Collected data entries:
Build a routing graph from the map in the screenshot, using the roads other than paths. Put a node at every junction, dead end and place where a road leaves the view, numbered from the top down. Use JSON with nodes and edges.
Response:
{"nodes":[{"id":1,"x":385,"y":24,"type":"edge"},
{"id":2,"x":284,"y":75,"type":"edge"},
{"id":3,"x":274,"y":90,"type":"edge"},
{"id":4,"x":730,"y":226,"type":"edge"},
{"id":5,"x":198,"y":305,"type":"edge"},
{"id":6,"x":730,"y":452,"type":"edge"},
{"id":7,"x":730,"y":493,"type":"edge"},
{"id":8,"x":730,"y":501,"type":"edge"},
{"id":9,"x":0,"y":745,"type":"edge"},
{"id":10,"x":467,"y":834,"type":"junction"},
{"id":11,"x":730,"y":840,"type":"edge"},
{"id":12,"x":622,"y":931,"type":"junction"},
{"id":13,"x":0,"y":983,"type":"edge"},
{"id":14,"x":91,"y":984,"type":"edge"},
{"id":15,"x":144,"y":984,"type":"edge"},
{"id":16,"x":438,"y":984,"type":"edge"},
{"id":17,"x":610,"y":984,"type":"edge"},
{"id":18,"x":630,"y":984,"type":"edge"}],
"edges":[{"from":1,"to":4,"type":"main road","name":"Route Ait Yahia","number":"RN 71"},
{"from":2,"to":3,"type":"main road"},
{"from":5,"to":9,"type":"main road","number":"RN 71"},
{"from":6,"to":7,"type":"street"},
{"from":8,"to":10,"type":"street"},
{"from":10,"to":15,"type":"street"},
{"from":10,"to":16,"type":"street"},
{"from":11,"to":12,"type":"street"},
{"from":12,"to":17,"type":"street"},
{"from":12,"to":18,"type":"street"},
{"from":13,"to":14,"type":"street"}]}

### What you should do
State how many lines above contain the word "road", and nothing more.

### Final answer
4